Go to the "how to" and look at the audio install. It's stickied 


Sent from AutoGuide.com App


----------



## tecollins1 (Nov 6, 2011)

Btw there's no need for a cap for a 500 watt amp.


Sent from AutoGuide.com App


----------



## Landon3185 (May 20, 2013)

the reason i installed the cap is because it was obvious that current draw was causing the concern.


----------



## tecollins1 (Nov 6, 2011)

What is this power outlet you talk of in the trunk

Pics would help also
Sent from AutoGuide.com App


----------



## Landon3185 (May 20, 2013)

not a power outlet in the trunk. its a power outlet on the back of the center console to allow rear seat passengers to plug in a phone charger. thats where i hooked the remote power wire.


----------



## Landon3185 (May 20, 2013)

i read the entire "how-to" thread about audio install. i did everything as it said except instead of using the PAC interface kit i used a regular PAC line converter.


----------



## Tjax (Sep 14, 2012)

Maybe the "big 3" update as I've seen others talk about is needed. 

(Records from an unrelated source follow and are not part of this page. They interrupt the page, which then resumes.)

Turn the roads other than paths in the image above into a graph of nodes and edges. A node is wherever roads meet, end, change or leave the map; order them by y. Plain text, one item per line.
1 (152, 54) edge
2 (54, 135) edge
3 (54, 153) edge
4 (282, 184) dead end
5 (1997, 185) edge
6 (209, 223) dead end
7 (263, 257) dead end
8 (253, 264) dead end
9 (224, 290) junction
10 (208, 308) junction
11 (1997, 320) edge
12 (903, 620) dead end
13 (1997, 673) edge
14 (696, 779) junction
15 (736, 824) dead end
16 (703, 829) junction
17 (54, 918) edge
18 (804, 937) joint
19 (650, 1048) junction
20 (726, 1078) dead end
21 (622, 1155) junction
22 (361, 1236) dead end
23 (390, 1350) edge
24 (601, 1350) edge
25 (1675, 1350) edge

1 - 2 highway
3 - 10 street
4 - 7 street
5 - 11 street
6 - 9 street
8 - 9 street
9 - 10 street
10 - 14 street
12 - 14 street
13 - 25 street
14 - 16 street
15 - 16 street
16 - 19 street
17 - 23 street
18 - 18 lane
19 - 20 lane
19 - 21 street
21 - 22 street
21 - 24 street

Sent from AutoGuide.com Free App


----------



## Dieselard (Jan 2, 2012)

I have been running an alpine 1000w RMS amp, with a JL 300/4 amp. I dont have any lights flickering or anything out of the ordinary. You must have a grounding problem, or too small of a gauge wire. 
I am using a PAC LOC but before I wasnt, and was running 500rms and never had a problem.


----------



## louierocko (Mar 26, 2013)

It sounds to me like the charging port connection is the problem. The remote wire needs to be connected to a switched 12 volt source. You can use a fuse tap to get power from an unused switched source in the fuse panel. Another option is using a Line Out Convertor with a signal sensing remote turn on.


----------



## caughron01 (Mar 25, 2013)

Sorry if its been mentioned im on my cellphone. 
Have you checked the wires you hooked to the speaker to make sure they are secure and not touching something?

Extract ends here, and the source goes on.